Based on 18 holes of play, we can feel pretty comfortable in saying Tiger Woods will not end his 10-year drought in majors at the 2018 U.S. Open.
Woods carded an eight-over 78 in Thursday's first round at Shinnecock Hills in New York, putting him nine strokes behind four players at one under going into the clubhouse. The 14-time major champ began his day with an ugly triple-bogey on No. 1 and never recovered, adding in bogeys on Nos. 2 and 11 to go along with doubles on Nos. 13 and 14.
Round 1 Iron Play and Putting Doom Tiger's U.S. Open
That was bad. Real bad (Michael Jackson).
On the bright side, Tiger wasn't the only great who struggled. Rory McIlroy imploded his way to a 10-over 80. Jason Day shot a 79.
On the downside, literally everything else about this round. Tiger never gave himself a chance from the opening hole. After a drive that put him on the fairway, Woods' next three shots went rough-rough-rough like a dog before finally getting onto the par-four green in five shots. Then he two-putted from inside seven feet for his first triple bogey in his U.S. Open career.
On the par-three second, he nearly double-bogeyed again before holing out for a bogey. Two holes. Four over.
On the bright side, things didn't keep derailing from there. Woods played the next eight holes at one under and seemed to be settling into a groove. Had he been able to keep that up, Tiger would have been within striking distance given the difficult course conditions.
Tiger splashed into a bunker on the par-three 11th before crawling to a bogey and then threw together back-to-back doubles on Nos. 13 and 14. Tiger showcased some of the worst putting of his career on the par-four 13th with a laughable four-putt that saw him need three putts from inside six feet. His approach game failed him on the following hole, with Woods needing four strokes to get onto the green before two-putting his way to a double.

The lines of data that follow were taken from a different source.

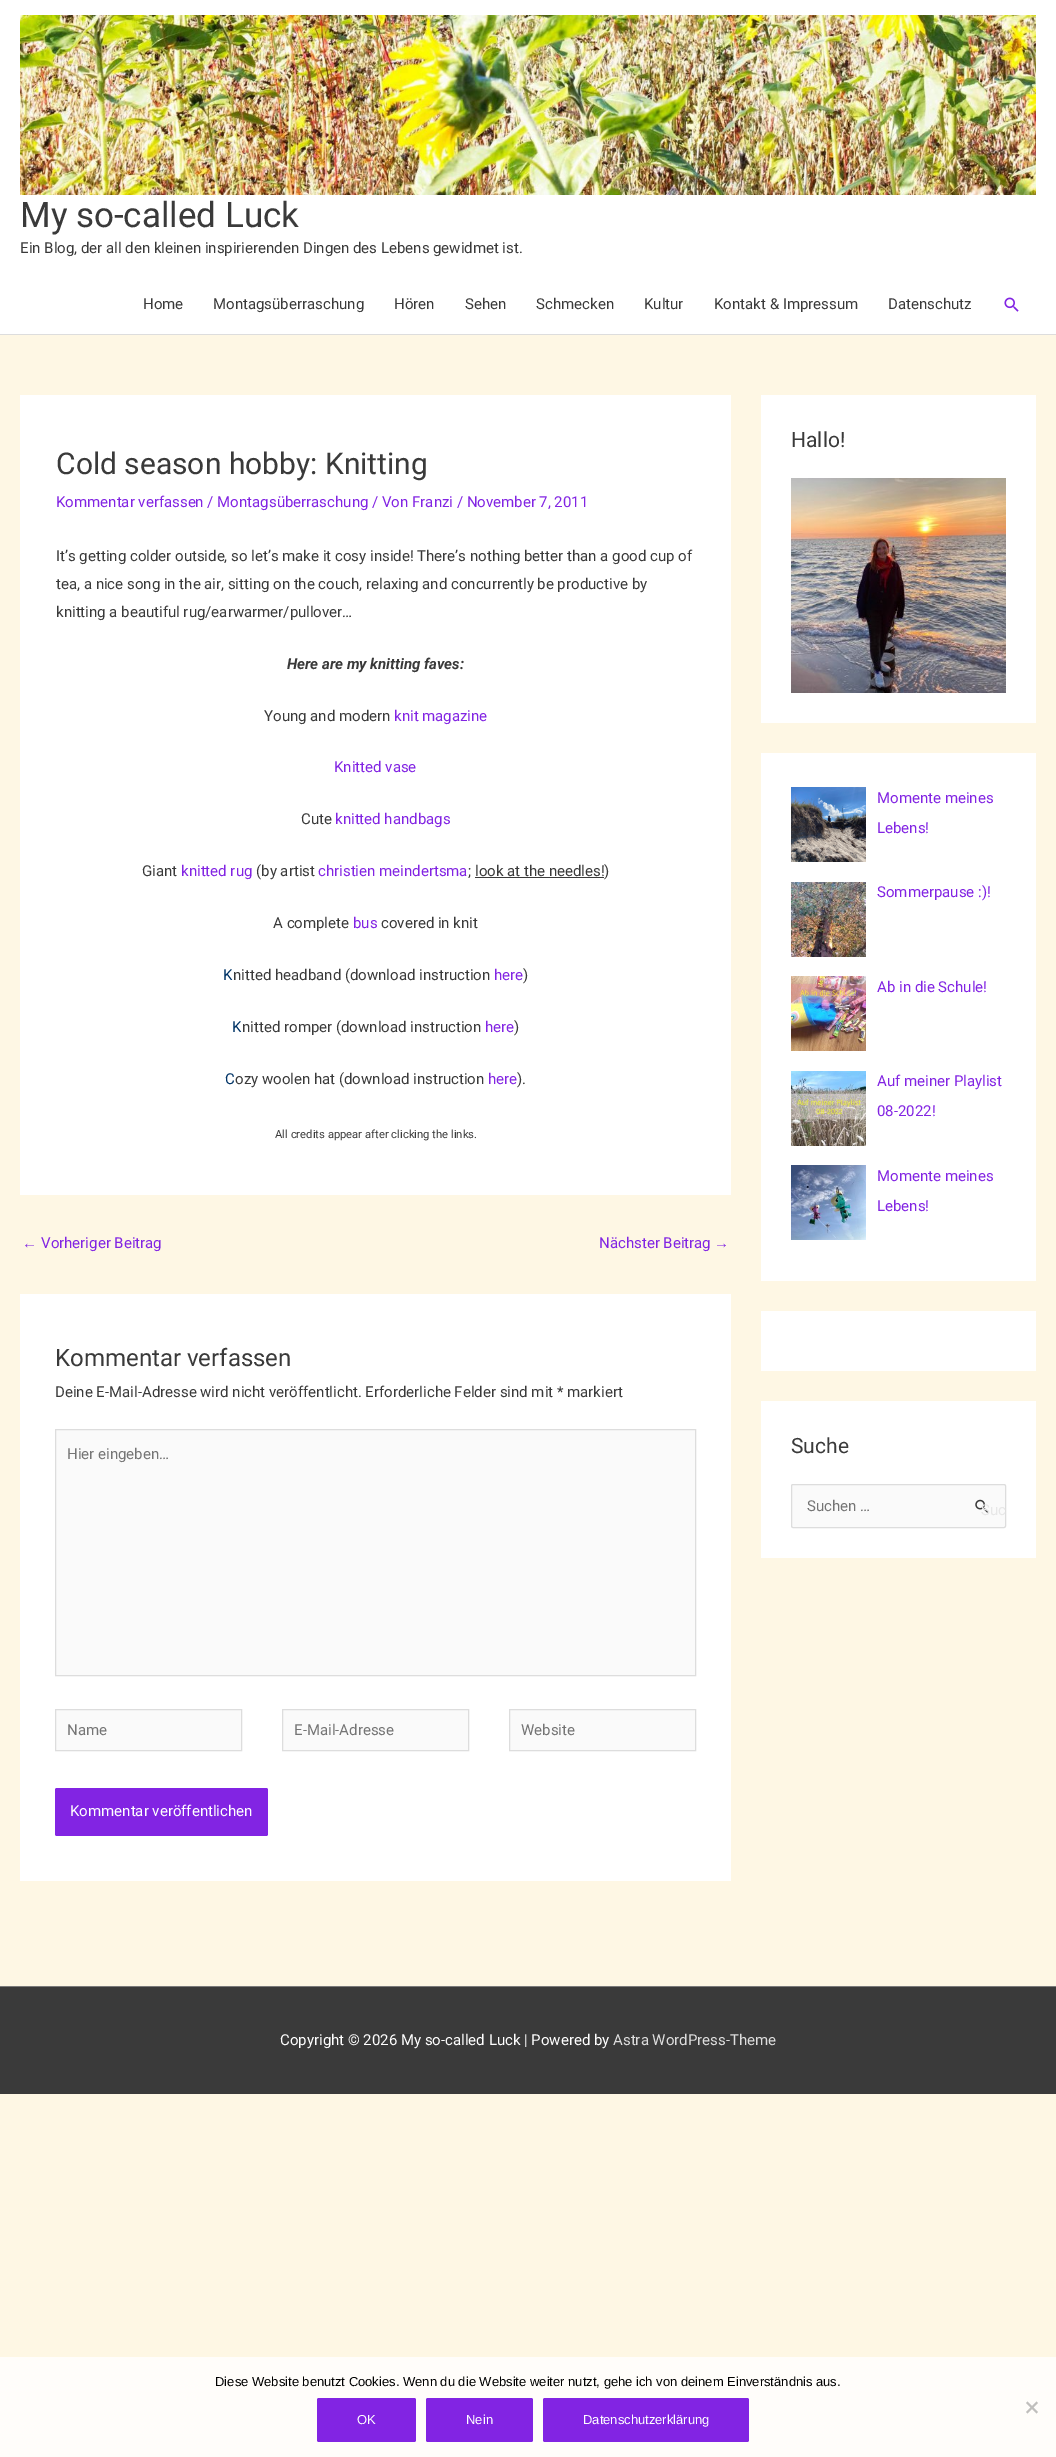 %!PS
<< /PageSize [1056 2457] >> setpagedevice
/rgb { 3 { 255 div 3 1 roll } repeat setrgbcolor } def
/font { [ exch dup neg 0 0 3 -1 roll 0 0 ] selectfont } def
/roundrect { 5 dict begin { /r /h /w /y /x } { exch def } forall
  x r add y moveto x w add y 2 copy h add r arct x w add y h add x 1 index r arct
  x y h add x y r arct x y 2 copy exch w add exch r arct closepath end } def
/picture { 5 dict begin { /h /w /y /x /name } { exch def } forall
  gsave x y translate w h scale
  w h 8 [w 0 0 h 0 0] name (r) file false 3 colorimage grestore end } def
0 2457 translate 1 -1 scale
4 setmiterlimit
254 247 228 rgb
0 0 1056 2457 rectfill
255 255 255 rgb
0 0 1056 334 rectfill
221 221 221 rgb
0 334 1056 1 rectfill
(img/1.rgb) 20 15 1016 180 picture
(img/2.rgb) 1004 297 15 15 picture
[
  [20 395 711 800 255 255 255]
  [475 877 129 1 58 58 58]
  [20 1294 711 587 255 255 255]
] { aload pop rgb rectfill } forall
250 250 250 rgb
55.5 1429.5 moveto 695.5 1429.5 lineto 695.5 1675.5 lineto 55.5 1675.5 lineto closepath gsave fill grestore
221 221 221 rgb
stroke
250 250 250 rgb
55.5 1709.5 moveto 241.5 1709.5 lineto 241.5 1750.5 lineto 55.5 1750.5 lineto closepath gsave fill grestore
221 221 221 rgb
stroke
250 250 250 rgb
282.5 1709.5 moveto 468.5 1709.5 lineto 468.5 1750.5 lineto 282.5 1750.5 lineto closepath gsave fill grestore
221 221 221 rgb
stroke
250 250 250 rgb
509.5 1709.5 moveto 695.5 1709.5 lineto 695.5 1750.5 lineto 509.5 1750.5 lineto closepath gsave fill grestore
221 221 221 rgb
stroke
130 36 227 rgb
55 1788 213 48 2 roundrect fill
255 255 255 rgb
761 395 275 328 rectfill
(img/3.rgb) 791 478 215 215 picture
761 753 275 528 rectfill
(img/4.rgb) 791 787 75 75 picture
(img/5.rgb) 791 882 75 75 picture
(img/6.rgb) 791 976 75 75 picture
(img/7.rgb) 791 1071 75 75 picture
(img/8.rgb) 791 1165 75 75 picture
761 1311 275 60 rectfill
761 1401 275 157 rectfill
250 250 250 rgb
791.5 1484.5 214 43 1.5 roundrect gsave fill grestore
221 221 221 rgb
stroke
(img/9.rgb) 975 1499 14 14 picture
[
  [0 1986 1056 1 122 122 122]
  [0 1987 1056 107 58 58 58]
  [0 2357 1056 100 255 253 250]
] { aload pop rgb rectfill } forall
192 191 189 rgb
1036.5 2401.5 moveto 1038 2403 lineto 1027.5 2413.5 lineto 1026 2412 lineto closepath fill
1026 2403 moveto 1027.5 2401.5 lineto 1038 2412 lineto 1036.5 2413.5 lineto closepath fill
130 36 227 rgb
317 2398 99 44 2 roundrect fill
426 2398 107 44 2 roundrect fill
543 2398 206 44 2 roundrect fill
/Roboto-Regular 35 font
58 58 58 rgb
20 227 moveto (My so-called Luck) show
/Roboto-Regular 15 font
[
  [(Ein Blog, der all den kleinen inspirierenden Dingen des Lebens gewidmet ist.) 20 253]
  [(Home) 143 309]
  [(Montagsüberraschung) 213 309]
  [(Hören) 394 309]
  [(Sehen) 465 309]
  [(Schmecken) 536 309]
  [(Kultur) 644 309]
  [(Kontakt & Impressum) 714 309]
  [(Datenschutz) 888 309]
] { aload pop moveto show } forall
/Roboto-Regular 30 font
56 474 moveto (Cold season hobby: Knitting) show
/Roboto-Regular 15 font
130 36 227 rgb
56 507 moveto (Kommentar verfassen / Montagsüberraschung / Von Franzi / November 7, 2011) show
58 58 58 rgb
[
  [(It’s getting colder outside, so let’s make it cosy inside! There’s nothing better than a good cup of) 56 561]
  [(tea, a nice song in the air, sitting on the couch, relaxing and concurrently be productive by) 56 589]
  [(knitting a beautiful rug/earwarmer/pullover…) 56 617]
] { aload pop moveto show } forall
/Roboto-BoldItalic 15 font
287 669 moveto (Here are my knitting faves:) show
/Roboto-Regular 15 font
264 721 moveto (Young and modern) show
130 36 227 rgb
394 721 moveto (knit magazine) show
334 772 moveto (Knitted vase) show
58 58 58 rgb
301 824 moveto (Cute) show
130 36 227 rgb
335 824 moveto (knitted handbags) show
58 58 58 rgb
142 876 moveto (Giant) show
130 36 227 rgb
181 876 moveto (knitted rug) show
58 58 58 rgb
256 876 moveto (\(by artist) show
130 36 227 rgb
318 876 moveto (christien meindertsma) show
58 58 58 rgb
468 876 moveto (; look at the needles!\)) show
273 928 moveto (A complete) show
130 36 227 rgb
353 928 moveto (bus) show
58 58 58 rgb
381 928 moveto (covered in knit) show
0 51 102 rgb
223 980 moveto (K) show
58 58 58 rgb
233 980 moveto (nitted headband \(download instruction) show
130 36 227 rgb
494 980 moveto (here) show
58 58 58 rgb
523 980 moveto (\)) show
0 51 102 rgb
232 1032 moveto (K) show
58 58 58 rgb
242 1032 moveto (nitted romper \(download instruction) show
130 36 227 rgb
485 1032 moveto (here) show
58 58 58 rgb
514 1032 moveto (\)) show
0 51 102 rgb
225 1084 moveto (C) show
58 58 58 rgb
235 1084 moveto (ozy woolen hat \(download instruction) show
130 36 227 rgb
488 1084 moveto (here) show
58 58 58 rgb
517 1084 moveto (\).) show
/Roboto-Regular 11.25 font
275 1138 moveto (All credits appear after clicking the links.) show
/LiberationSans-Regular 15 font
130 36 227 rgb
22 1248 moveto (←) show
/Roboto-Regular 15 font
41 1248 moveto (Vorheriger Beitrag) show
599 1248 moveto (Nächster Beitrag) show
/LiberationSans-Regular 15 font
714 1248 moveto (→) show
/Roboto-Regular 24 font
58 58 58 rgb
55 1366 moveto (Kommentar verfassen) show
/Roboto-Regular 15 font
55 1397 moveto (Deine E-Mail-Adresse wird nicht veröffentlicht. Erforderliche Felder sind mit * markiert) show
117 117 117 rgb
[
  [(Hier eingeben…) 67 1459]
  [(Name) 67 1735]
  [(E-Mail-Adresse) 294 1735]
  [(Website) 521 1735]
] { aload pop moveto show } forall
255 255 255 rgb
70 1816 moveto (Kommentar veröffentlichen) show
/Roboto-Regular 21 font
58 58 58 rgb
791 447 moveto (Hallo!) show
/Roboto-Regular 15 font
130 36 227 rgb
[
  [(Momente meines) 877 803]
  [(Lebens!) 877 833]
  [(Sommerpause :\)!) 877 897]
  [(Ab in die Schule!) 877 992]
  [(Auf meiner Playlist) 877 1086]
  [(08-2022!) 877 1116]
  [(Momente meines) 877 1181]
  [(Lebens!) 877 1211]
] { aload pop moveto show } forall
/Roboto-Regular 21 font
58 58 58 rgb
791 1453 moveto (Suche) show
/Roboto-Regular 15 font
117 117 117 rgb
807 1511 moveto (Suchen …) show
231 231 231 rgb
981 1515 moveto (Suc) show
255 255 255 rgb
280 2045 moveto (Copyright © 2026 My so-called Luck | Powered by) show
221 221 221 rgb
613 2045 moveto (Astra WordPress-Theme) show
/LiberationSans-Regular 13 font
0 0 0 rgb
215 2386 moveto (Diese Website benutzt Cookies. Wenn du die Website weiter nutzt, gehe ich von deinem Einverständnis aus.) show
255 255 255 rgb
[
  [(OK) 357 2424]
  [(Nein) 466 2424]
  [(Datenschutzerklärung) 583 2424]
] { aload pop moveto show } forall
showpage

Woods' irons were a complete mess, as he hit only 38.9 percent of his greens in regulation. He didn't do much better on the greens, averaging more than two putts per hole.
All-around abysmal play.
'Tiger Is Back' Narrative Is Tired
Let's say some good things: First, it's nice to see Tiger back on a golf course in a U.S. Open without a grimace on his face. This is the first time he's played the event since 2015 and his first without an obviously debilitating injury since 2013.
But these are his Jordan Wizards years. There's no other way around it. Tiger Woods is a fundamentally average PGA Tour golfer in every single imaginable sense of the word. He is Gary Woodland with a bigger bank account.

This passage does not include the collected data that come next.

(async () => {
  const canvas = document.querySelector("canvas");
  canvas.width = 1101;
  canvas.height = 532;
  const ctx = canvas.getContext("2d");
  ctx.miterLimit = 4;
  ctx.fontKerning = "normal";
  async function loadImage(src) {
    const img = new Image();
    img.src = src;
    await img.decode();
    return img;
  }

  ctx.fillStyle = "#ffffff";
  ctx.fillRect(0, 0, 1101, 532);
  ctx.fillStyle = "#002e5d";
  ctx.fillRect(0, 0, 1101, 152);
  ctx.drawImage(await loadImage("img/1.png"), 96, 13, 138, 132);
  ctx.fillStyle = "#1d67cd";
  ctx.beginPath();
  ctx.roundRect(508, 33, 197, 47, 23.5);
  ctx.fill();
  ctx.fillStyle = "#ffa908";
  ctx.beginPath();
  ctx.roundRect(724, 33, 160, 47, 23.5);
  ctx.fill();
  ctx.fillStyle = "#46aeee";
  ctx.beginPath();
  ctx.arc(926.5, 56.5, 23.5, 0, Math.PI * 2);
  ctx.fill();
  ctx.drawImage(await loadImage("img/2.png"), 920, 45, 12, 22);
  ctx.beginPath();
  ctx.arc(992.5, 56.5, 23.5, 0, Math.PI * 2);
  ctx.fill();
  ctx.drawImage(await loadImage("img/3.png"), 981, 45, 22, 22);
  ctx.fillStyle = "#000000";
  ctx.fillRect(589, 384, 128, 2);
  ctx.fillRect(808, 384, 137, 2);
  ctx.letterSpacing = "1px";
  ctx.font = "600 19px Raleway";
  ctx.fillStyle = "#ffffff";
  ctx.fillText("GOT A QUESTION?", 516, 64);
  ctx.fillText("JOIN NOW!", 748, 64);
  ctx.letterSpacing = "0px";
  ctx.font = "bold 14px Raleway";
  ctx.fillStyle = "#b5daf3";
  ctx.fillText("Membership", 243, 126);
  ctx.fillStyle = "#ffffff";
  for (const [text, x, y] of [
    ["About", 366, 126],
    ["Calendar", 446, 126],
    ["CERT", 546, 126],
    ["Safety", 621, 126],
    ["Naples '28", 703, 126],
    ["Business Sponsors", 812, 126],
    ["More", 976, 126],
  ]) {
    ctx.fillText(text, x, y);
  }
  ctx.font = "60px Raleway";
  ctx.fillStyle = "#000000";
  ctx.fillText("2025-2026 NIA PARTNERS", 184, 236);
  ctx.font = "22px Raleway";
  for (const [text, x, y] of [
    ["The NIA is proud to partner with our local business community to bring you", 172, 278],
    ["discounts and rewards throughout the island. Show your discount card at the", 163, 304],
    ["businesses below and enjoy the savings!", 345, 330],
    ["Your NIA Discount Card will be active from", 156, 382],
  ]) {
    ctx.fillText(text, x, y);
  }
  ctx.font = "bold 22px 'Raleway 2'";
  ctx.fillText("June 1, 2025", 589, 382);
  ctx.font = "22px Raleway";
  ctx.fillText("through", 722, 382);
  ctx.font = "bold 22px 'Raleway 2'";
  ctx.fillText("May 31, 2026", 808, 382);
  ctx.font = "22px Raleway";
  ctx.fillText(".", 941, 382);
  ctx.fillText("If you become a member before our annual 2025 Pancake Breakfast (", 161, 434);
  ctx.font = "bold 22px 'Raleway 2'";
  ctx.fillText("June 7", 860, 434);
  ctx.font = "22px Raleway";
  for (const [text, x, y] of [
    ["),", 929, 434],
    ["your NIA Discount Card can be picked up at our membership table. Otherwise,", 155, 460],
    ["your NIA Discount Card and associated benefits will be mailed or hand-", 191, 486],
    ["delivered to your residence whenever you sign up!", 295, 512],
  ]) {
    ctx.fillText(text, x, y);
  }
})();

And that's fine! Tiger coming back to play competitive golf at all is a bit of a miracle. With his legacy secure and his finances beyond being in order, it would have been understandable if Tiger stepped away forever. He's the most dominant golfer in history and probably the second-greatest the sport has ever seen, with respect given to Jack Nicklaus' longevity.

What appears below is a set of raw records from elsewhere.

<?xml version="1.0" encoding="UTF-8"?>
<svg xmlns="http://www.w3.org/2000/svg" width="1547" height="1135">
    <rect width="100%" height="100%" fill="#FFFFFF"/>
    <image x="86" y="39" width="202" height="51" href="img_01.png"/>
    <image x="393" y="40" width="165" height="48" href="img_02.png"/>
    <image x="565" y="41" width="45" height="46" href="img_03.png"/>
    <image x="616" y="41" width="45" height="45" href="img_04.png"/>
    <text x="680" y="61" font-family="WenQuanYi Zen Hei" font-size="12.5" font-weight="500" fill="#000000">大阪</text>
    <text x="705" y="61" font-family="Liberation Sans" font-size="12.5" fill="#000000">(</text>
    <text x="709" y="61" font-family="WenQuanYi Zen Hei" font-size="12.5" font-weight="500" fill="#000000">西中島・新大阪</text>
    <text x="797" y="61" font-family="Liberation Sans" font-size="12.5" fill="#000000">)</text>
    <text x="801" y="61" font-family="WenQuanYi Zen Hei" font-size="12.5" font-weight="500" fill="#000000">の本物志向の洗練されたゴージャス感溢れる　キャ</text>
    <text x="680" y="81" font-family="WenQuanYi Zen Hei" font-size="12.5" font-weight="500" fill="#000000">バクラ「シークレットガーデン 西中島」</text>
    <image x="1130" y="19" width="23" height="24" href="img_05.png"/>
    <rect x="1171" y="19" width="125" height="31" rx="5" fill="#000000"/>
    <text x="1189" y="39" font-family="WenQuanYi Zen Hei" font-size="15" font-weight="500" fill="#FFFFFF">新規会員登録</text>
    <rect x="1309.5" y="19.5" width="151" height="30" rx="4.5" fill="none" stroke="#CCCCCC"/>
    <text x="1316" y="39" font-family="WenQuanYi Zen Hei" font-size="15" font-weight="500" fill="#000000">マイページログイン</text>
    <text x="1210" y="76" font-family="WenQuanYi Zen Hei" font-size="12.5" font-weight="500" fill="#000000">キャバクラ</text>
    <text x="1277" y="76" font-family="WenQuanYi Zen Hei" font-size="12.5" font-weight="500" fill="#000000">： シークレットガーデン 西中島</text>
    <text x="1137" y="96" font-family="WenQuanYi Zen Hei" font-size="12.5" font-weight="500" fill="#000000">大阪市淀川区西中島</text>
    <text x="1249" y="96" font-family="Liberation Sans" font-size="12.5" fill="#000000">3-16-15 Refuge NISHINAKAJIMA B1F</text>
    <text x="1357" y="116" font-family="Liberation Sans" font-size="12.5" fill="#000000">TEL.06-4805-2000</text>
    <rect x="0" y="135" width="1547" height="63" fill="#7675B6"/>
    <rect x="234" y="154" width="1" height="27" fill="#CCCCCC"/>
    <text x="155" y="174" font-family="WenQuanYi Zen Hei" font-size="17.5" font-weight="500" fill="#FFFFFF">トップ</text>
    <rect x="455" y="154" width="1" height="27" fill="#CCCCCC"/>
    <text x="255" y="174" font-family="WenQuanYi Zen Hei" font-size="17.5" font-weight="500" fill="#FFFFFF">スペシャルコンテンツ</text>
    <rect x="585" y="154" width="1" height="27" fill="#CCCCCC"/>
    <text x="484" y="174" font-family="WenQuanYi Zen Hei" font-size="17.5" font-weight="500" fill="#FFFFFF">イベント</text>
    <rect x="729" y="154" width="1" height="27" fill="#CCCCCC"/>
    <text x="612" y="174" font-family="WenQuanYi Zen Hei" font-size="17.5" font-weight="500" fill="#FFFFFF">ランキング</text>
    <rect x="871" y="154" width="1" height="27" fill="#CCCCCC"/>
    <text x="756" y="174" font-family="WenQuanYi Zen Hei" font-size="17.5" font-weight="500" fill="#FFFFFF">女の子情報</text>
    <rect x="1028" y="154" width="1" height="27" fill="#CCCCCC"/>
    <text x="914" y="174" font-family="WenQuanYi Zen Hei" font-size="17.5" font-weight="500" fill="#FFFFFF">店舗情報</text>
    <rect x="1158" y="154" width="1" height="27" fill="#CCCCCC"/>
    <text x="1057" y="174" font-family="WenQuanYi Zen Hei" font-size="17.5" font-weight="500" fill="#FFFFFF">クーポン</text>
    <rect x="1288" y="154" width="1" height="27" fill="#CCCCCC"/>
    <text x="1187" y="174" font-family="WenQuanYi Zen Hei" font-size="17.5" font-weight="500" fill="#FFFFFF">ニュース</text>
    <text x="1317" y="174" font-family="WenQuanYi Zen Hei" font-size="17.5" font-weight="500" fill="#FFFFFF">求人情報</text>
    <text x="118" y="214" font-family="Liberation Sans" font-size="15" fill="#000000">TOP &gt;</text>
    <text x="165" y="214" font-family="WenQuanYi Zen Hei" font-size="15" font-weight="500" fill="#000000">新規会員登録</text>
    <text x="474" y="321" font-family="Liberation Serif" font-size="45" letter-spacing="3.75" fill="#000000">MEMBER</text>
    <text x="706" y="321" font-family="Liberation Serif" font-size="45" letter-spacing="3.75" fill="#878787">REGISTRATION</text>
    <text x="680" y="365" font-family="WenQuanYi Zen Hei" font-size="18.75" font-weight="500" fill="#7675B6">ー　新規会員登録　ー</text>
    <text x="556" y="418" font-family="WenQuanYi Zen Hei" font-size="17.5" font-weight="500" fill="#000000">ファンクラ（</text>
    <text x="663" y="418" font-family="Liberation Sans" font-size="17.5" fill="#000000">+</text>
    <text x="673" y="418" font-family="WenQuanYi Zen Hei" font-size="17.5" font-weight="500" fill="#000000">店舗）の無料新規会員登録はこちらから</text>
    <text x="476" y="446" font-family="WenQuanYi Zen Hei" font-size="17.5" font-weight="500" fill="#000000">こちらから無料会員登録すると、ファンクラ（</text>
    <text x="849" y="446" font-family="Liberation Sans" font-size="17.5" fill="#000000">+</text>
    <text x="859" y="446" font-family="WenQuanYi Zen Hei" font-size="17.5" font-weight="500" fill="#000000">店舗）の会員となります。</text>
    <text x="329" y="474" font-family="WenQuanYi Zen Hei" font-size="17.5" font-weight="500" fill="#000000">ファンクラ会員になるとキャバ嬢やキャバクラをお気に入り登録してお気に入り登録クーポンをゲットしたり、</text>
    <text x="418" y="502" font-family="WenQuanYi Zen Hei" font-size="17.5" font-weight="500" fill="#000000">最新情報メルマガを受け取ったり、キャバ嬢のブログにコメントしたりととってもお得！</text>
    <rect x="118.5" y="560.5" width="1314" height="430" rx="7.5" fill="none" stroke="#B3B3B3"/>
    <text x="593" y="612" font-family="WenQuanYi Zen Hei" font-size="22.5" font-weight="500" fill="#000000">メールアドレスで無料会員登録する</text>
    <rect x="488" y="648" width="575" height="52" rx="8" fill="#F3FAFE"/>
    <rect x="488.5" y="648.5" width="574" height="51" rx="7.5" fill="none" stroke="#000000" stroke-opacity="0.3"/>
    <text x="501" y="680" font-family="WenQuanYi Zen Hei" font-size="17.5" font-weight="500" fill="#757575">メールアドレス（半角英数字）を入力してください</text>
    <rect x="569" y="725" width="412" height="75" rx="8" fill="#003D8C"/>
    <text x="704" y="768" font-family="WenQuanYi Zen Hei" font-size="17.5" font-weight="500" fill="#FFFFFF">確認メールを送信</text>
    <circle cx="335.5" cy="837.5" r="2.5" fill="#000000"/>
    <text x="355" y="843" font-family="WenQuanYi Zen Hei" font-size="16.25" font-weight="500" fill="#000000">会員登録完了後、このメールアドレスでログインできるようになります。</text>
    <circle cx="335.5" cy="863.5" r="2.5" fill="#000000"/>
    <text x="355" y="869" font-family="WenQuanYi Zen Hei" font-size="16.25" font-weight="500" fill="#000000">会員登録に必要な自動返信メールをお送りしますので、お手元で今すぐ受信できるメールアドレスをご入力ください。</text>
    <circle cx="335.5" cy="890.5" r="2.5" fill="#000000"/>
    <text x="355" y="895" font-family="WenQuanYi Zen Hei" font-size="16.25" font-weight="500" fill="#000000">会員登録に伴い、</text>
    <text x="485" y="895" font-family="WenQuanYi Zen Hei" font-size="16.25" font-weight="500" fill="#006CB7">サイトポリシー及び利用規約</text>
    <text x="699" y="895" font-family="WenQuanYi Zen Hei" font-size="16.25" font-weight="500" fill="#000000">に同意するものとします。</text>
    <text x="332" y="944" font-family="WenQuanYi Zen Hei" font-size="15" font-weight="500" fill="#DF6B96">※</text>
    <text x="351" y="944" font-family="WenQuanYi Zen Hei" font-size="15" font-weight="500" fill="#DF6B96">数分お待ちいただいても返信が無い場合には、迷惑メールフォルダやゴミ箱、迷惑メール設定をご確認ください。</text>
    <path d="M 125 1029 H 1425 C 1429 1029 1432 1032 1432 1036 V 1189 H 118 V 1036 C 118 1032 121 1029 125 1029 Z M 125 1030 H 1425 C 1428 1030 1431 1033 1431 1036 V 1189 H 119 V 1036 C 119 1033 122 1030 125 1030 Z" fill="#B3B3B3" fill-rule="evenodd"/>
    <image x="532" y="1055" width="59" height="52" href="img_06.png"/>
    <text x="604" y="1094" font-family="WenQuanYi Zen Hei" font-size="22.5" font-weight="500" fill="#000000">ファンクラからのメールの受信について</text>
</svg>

The best we can hope for is those random sparks of brilliance. Jordan scored 43 points four days after his 40th birthday. It's possible Tiger Woods finds a way to win a few more golf tournaments and perhaps even adds a major. One last triumph to ride off into the sunset and complete his comeback.
This suspension of disbelief that he's ever going to be the best player in the world again? It's time to shelve it. Just come to grips with the fact it's nice to see an old friend on the course again and feel that twinge of nostalgia. Remember the fist pumps; daydream about better days when you see him wearing red on Sunday; hope that maybe there's a four-day stretch where it all clicks in again and we can get a happy ending.
Jordan Spieth was 14 the last time Tiger won a major. No matter which way you slice it—ha!—we're watching the last chapter of Tiger's career.